▶ Input records:
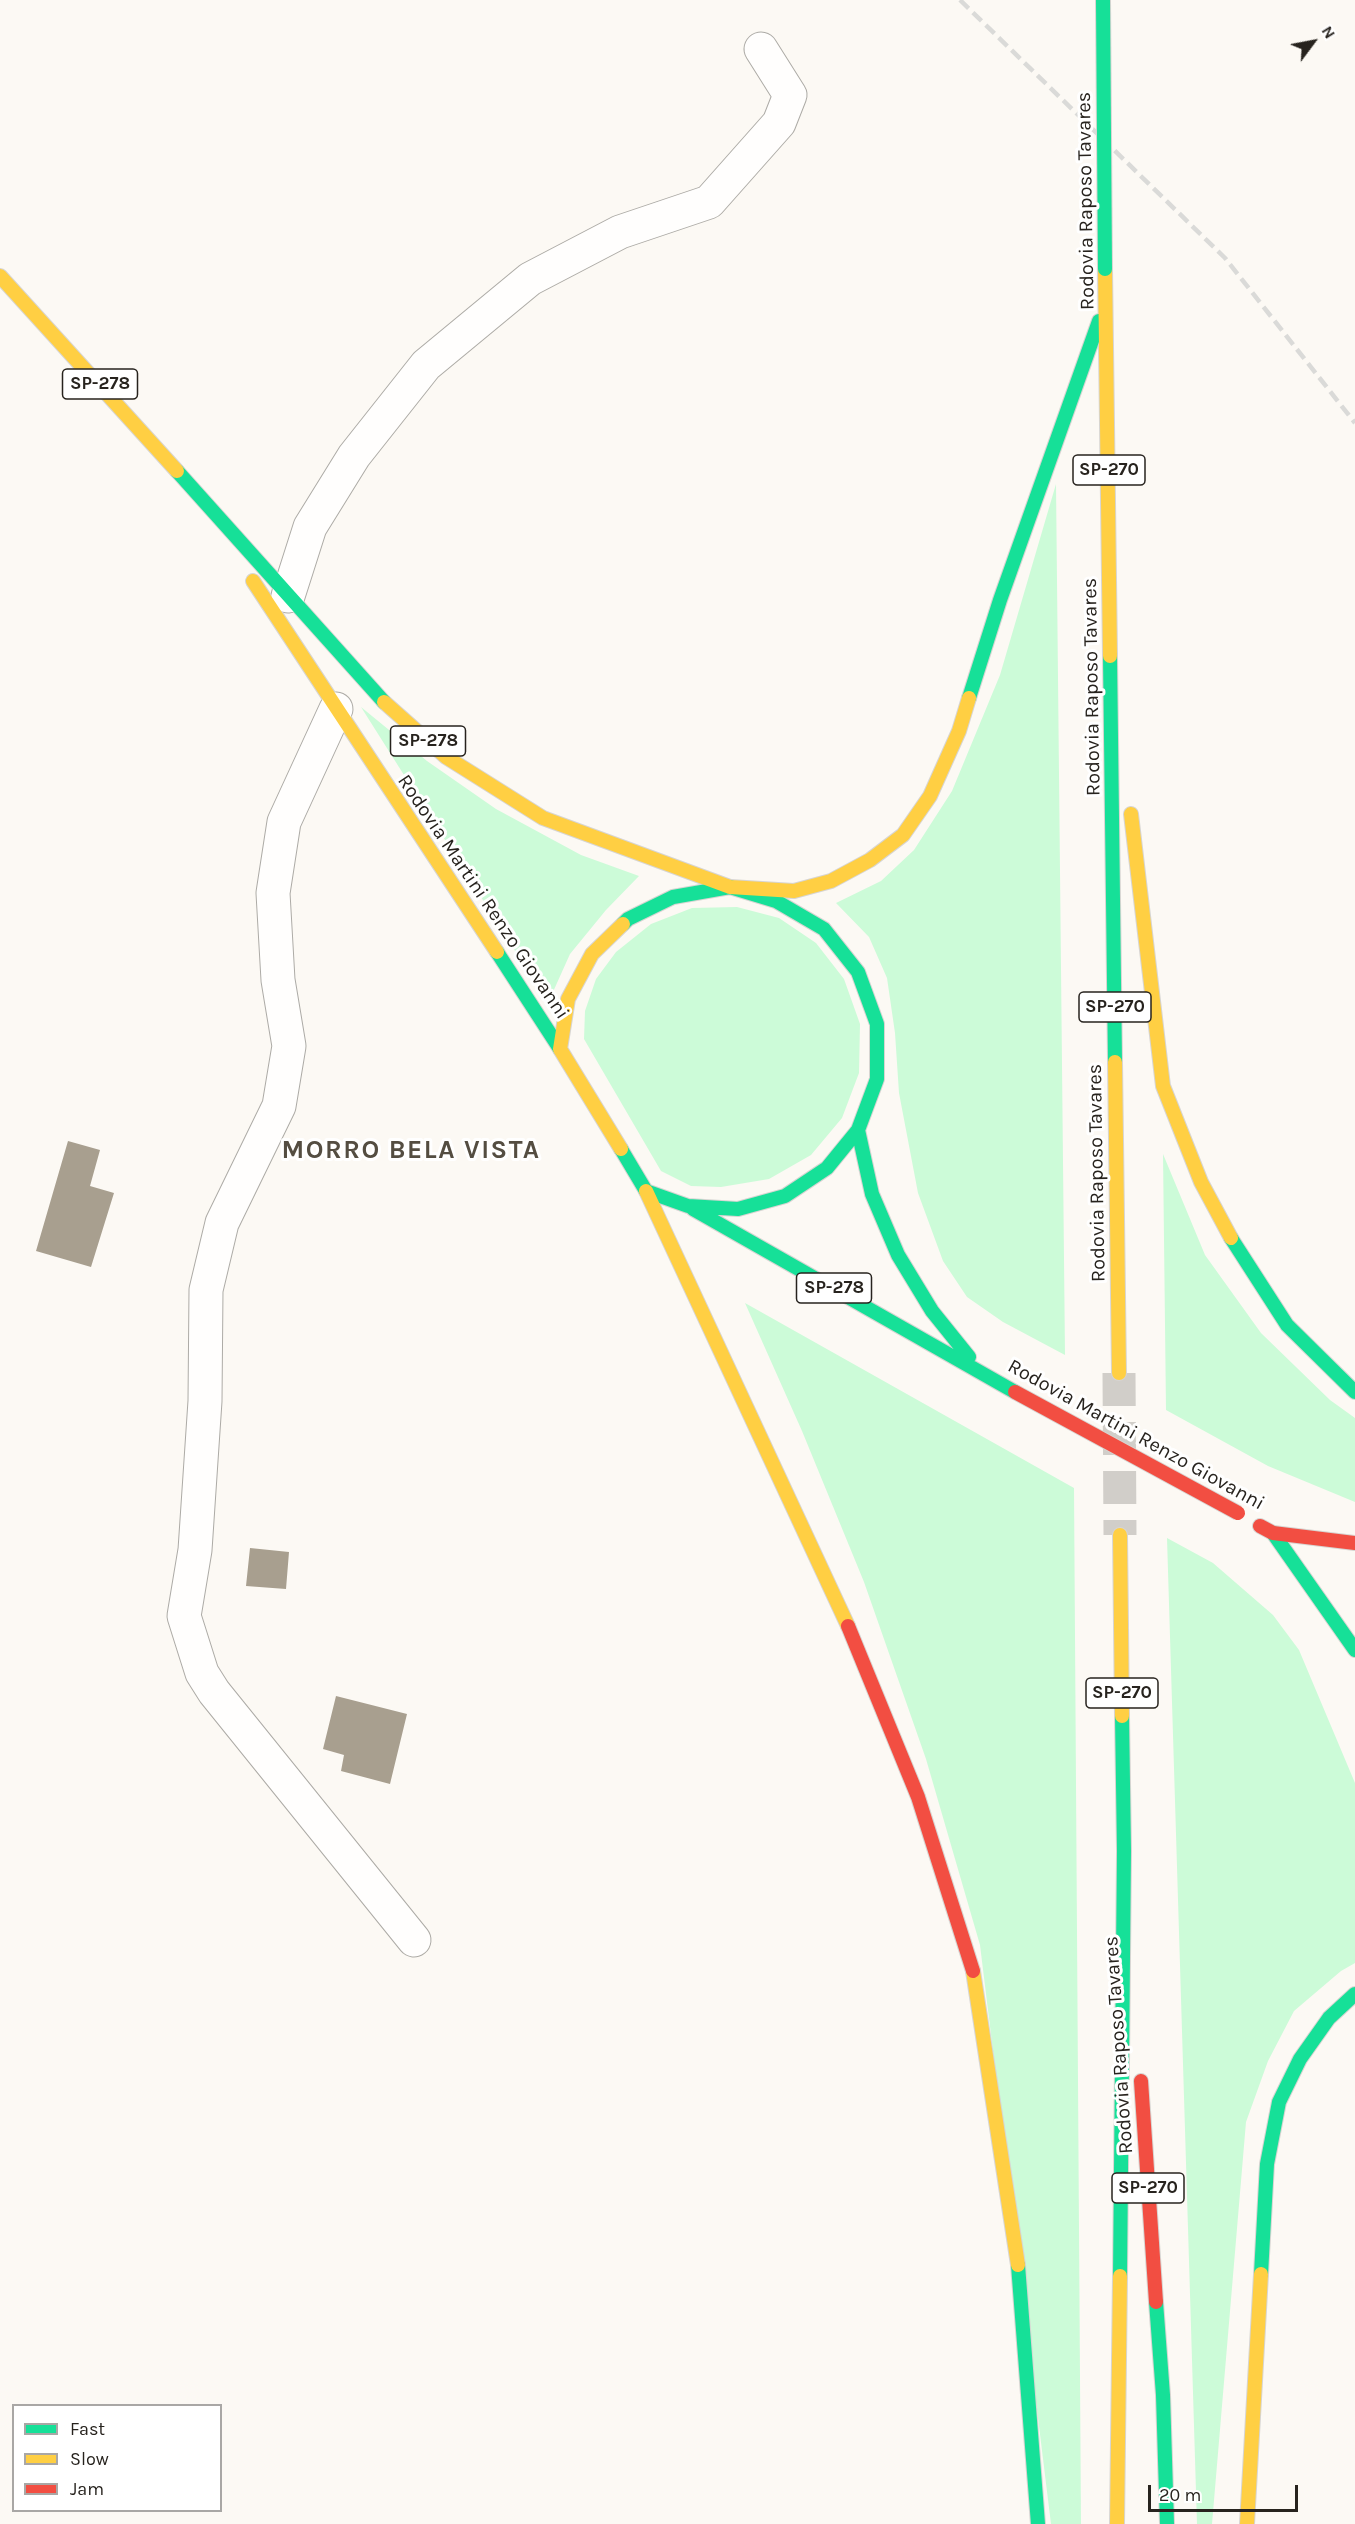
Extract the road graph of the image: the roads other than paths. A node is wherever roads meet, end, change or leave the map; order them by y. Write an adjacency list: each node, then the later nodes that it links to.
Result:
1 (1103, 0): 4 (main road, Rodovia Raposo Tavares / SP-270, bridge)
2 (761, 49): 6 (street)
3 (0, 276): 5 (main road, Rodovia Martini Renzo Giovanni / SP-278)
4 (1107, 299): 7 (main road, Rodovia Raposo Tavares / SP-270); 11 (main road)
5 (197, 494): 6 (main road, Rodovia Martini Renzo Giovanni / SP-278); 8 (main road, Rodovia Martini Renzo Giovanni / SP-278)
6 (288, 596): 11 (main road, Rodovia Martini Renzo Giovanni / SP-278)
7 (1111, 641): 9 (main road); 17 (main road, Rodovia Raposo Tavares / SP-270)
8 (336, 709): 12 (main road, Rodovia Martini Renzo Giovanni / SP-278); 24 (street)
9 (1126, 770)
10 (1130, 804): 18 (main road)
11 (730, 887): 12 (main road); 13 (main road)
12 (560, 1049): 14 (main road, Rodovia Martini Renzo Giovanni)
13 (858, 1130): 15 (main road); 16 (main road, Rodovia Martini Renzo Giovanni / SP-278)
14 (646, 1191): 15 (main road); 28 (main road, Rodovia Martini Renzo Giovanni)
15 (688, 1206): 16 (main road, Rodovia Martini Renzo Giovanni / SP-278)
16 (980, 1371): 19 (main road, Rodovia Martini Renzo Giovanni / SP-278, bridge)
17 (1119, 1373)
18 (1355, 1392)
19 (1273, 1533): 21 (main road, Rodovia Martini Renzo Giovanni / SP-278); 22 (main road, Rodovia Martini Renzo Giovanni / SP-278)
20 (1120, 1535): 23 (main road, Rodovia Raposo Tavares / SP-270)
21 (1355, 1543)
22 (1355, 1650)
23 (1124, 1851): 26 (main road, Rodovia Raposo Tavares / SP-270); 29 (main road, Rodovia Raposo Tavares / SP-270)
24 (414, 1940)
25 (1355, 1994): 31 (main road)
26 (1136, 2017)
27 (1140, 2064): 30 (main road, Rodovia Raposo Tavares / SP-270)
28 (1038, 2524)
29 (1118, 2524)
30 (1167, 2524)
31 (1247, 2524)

---

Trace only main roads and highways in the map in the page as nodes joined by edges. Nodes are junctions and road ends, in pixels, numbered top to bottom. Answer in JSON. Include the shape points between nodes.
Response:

* * *

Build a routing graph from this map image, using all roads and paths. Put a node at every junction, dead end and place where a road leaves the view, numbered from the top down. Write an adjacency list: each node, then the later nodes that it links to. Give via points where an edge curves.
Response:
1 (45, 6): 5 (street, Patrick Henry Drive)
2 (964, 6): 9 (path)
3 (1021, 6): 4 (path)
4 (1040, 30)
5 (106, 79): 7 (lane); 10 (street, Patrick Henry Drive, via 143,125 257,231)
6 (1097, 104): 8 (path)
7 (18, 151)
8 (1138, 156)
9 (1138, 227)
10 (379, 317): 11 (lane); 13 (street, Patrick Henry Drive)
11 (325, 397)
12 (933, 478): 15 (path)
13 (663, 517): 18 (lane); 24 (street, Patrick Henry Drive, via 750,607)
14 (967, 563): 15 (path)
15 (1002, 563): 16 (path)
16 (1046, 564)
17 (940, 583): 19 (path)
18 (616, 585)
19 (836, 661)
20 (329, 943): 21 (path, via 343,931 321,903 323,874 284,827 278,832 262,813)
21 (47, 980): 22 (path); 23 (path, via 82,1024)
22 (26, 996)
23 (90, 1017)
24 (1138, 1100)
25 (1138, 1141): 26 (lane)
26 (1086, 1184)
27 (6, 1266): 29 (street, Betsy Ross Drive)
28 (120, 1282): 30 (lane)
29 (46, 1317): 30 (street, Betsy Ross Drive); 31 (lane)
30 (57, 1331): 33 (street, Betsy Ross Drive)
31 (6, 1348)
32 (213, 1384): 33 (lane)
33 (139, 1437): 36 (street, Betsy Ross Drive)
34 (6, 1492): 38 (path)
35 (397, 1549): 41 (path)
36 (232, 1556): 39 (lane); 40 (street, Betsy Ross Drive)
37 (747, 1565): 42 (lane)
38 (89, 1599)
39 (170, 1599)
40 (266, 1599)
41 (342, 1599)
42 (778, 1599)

▶ Assignment: Filter the preceding entries down to the lines with "list".

▶ Answer to this task:
Extract the road graph of the image: the roads other than paths. A node is wherever roads meet, end, change or leave the map; order them by y. Write an adjacency list: each node, then the later nodes that it links to.
Build a routing graph from this map image, using all roads and paths. Put a node at every junction, dead end and place where a road leaves the view, numbered from the top down. Write an adjacency list: each node, then the later nodes that it links to. Give via points where an edge curves.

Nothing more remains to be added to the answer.